In the records that follow, the lines from the one containing "pinky tip: (513, 466)" to the one containing "thumb mcp: (692, 257)", inclusive, are to be given again exactly.

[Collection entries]

· · · · ·

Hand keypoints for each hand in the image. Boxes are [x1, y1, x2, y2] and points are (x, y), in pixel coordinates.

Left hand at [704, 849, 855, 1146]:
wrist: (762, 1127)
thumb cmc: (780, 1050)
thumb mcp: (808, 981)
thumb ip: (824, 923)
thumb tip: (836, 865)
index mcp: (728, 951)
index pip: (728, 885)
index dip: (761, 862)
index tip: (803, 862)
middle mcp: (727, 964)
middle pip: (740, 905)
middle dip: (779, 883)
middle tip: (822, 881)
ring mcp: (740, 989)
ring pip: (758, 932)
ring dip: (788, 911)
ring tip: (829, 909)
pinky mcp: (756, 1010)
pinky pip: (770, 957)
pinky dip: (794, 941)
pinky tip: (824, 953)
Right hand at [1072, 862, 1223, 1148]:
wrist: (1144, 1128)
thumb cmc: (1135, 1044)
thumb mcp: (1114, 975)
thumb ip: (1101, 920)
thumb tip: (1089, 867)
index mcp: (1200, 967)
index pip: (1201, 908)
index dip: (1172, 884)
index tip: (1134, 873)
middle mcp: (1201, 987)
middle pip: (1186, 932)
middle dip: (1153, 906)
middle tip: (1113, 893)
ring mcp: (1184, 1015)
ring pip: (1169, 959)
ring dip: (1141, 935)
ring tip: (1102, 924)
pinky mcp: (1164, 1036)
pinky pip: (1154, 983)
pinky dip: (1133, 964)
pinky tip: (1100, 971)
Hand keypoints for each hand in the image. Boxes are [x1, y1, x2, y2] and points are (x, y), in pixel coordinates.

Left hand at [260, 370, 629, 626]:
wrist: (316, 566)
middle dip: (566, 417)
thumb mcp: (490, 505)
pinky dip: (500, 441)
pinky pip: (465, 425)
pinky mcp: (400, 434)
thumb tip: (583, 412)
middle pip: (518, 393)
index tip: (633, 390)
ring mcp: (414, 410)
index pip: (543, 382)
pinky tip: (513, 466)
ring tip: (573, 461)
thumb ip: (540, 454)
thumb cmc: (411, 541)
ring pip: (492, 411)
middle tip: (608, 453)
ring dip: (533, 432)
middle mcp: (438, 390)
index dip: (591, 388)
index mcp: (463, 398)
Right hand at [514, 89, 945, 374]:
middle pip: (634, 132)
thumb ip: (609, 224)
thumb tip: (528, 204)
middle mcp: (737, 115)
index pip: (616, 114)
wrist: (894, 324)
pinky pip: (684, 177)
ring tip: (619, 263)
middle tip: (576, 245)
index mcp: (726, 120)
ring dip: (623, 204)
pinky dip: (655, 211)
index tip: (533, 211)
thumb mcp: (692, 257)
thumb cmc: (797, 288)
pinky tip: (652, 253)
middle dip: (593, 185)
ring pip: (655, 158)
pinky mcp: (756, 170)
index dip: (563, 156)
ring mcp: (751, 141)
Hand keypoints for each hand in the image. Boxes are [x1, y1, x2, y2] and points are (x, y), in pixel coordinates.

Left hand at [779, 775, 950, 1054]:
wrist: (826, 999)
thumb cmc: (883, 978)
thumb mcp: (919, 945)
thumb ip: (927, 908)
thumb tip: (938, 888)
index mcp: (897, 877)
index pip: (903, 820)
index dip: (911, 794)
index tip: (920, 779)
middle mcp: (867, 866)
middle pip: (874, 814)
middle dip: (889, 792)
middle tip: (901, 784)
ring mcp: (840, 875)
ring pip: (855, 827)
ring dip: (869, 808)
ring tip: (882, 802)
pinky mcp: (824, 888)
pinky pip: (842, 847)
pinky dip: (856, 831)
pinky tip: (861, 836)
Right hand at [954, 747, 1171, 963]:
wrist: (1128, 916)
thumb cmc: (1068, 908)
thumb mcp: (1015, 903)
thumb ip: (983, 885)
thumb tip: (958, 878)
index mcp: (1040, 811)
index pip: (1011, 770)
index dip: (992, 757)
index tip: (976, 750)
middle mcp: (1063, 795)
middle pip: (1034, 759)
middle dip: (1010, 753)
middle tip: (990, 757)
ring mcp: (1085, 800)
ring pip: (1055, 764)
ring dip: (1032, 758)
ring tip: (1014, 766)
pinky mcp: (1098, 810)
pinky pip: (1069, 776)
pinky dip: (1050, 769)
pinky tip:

· · · · ·

> SOLVED EXERCISE
pinky tip: (513, 466)
ring tip: (573, 461)
thumb ip: (540, 454)
thumb cmc: (411, 541)
ring pip: (492, 411)
middle tip: (608, 453)
ring dip: (533, 432)
middle mcp: (438, 390)
index dip: (591, 388)
index mcp: (463, 398)
Right hand at [514, 89, 945, 374]:
middle pip: (634, 132)
thumb ip: (609, 224)
thumb tip: (528, 204)
middle mcp: (737, 115)
index pip: (616, 114)
wrist: (894, 324)
pinky pip: (684, 177)
ring tip: (619, 263)
middle tip: (576, 245)
index mcp: (726, 120)
ring dip: (623, 204)
pinky dip: (655, 211)
index tip: (533, 211)
thumb mcp: (692, 257)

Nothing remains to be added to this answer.